Within the records below, filter for lines carrying the word "bridge" and copy them.

[Dataset excerpts]

== == ==

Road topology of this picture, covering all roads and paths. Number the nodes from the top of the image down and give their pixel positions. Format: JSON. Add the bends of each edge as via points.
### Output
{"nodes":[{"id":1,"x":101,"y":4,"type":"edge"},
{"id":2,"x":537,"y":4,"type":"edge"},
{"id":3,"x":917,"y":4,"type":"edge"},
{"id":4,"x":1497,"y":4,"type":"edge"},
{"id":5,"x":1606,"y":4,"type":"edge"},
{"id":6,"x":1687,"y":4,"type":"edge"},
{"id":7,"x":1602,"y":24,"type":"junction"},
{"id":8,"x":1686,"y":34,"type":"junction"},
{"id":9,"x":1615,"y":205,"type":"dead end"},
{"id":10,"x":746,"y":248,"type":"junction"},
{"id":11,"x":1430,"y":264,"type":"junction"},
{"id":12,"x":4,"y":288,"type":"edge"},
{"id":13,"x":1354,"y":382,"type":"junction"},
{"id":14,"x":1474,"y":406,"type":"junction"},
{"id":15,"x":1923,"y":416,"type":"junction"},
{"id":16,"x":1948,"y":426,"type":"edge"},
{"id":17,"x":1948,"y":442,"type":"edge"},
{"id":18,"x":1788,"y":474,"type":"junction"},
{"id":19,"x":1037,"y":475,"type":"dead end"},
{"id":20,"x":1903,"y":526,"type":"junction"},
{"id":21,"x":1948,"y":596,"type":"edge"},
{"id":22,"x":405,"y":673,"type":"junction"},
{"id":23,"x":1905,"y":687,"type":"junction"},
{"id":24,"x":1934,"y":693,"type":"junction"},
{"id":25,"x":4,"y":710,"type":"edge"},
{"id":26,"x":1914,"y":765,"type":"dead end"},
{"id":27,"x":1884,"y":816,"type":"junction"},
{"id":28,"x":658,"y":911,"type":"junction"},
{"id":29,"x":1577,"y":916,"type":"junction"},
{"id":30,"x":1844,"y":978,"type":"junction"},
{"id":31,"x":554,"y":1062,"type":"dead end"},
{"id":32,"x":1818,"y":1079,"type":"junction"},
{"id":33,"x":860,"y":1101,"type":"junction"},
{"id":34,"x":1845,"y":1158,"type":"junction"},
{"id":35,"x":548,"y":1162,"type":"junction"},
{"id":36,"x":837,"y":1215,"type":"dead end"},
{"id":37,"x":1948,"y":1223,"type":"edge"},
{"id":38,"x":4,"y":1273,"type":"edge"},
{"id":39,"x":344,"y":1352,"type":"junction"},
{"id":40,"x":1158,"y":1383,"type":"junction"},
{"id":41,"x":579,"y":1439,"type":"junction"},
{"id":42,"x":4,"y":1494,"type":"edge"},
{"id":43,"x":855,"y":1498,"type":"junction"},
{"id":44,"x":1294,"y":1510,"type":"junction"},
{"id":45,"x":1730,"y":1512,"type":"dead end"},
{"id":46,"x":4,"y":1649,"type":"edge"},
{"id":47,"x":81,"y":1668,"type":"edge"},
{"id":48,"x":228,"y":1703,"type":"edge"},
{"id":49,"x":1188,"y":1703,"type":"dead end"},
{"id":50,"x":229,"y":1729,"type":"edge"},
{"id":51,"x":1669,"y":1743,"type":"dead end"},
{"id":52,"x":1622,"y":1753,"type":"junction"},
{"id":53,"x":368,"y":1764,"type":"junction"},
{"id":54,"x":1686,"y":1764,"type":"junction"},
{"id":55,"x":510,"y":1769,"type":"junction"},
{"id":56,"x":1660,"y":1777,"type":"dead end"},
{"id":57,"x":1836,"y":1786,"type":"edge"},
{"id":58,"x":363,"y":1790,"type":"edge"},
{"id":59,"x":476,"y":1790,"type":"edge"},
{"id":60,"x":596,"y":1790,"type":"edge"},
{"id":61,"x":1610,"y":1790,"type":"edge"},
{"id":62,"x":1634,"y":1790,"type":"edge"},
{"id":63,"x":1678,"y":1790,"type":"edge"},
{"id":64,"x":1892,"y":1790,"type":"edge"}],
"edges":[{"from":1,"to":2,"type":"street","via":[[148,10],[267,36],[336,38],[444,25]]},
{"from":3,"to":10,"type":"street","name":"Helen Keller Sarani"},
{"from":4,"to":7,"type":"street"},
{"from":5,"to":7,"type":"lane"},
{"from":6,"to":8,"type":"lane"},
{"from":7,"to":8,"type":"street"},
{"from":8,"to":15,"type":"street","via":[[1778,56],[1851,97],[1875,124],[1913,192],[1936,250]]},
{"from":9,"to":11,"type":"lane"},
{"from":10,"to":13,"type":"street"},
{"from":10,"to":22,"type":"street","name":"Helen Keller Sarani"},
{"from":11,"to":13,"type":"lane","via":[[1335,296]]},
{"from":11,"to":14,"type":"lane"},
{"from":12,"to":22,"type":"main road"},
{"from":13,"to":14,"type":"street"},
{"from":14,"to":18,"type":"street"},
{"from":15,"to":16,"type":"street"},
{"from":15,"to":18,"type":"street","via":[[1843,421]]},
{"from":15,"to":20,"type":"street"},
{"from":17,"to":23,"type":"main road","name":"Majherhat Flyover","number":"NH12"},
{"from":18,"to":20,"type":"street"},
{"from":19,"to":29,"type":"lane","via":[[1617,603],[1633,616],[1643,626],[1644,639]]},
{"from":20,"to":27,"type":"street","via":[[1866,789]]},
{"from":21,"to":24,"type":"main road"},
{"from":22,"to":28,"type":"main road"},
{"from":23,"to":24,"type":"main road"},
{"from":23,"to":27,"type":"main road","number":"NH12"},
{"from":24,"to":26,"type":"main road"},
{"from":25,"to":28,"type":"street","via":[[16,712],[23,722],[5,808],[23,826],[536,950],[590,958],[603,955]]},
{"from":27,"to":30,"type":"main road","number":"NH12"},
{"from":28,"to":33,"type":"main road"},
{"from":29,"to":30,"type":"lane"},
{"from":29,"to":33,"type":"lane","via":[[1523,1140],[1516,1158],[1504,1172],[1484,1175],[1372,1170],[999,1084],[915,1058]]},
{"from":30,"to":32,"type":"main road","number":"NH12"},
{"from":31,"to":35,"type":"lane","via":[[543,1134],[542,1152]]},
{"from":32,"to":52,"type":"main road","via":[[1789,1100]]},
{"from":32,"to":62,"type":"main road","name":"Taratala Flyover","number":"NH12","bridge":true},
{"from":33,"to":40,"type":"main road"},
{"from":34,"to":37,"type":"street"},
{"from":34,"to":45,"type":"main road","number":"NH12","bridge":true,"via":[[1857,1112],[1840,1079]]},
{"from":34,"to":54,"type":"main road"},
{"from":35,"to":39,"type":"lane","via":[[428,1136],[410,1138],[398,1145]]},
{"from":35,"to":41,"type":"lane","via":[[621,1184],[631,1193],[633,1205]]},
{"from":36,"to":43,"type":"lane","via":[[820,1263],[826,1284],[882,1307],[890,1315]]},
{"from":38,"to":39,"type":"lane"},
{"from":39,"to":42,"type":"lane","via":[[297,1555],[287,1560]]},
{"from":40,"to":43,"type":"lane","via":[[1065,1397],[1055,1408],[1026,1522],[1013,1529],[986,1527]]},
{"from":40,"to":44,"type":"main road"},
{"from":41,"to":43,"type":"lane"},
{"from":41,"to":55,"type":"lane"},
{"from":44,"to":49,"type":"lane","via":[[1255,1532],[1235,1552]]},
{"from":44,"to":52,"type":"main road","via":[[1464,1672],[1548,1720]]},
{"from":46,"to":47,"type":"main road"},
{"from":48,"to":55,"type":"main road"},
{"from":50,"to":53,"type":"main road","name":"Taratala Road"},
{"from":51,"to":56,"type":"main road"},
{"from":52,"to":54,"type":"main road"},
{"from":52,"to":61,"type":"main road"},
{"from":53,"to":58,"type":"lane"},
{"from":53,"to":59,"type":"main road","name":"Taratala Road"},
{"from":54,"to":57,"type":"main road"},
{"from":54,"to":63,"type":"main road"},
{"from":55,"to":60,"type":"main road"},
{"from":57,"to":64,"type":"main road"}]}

== == ==

-- ANSWER SPACE --
{"from":32,"to":62,"type":"main road","name":"Taratala Flyover","number":"NH12","bridge":true},
{"from":34,"to":45,"type":"main road","number":"NH12","bridge":true,"via":[[1857,1112],[1840,1079]]},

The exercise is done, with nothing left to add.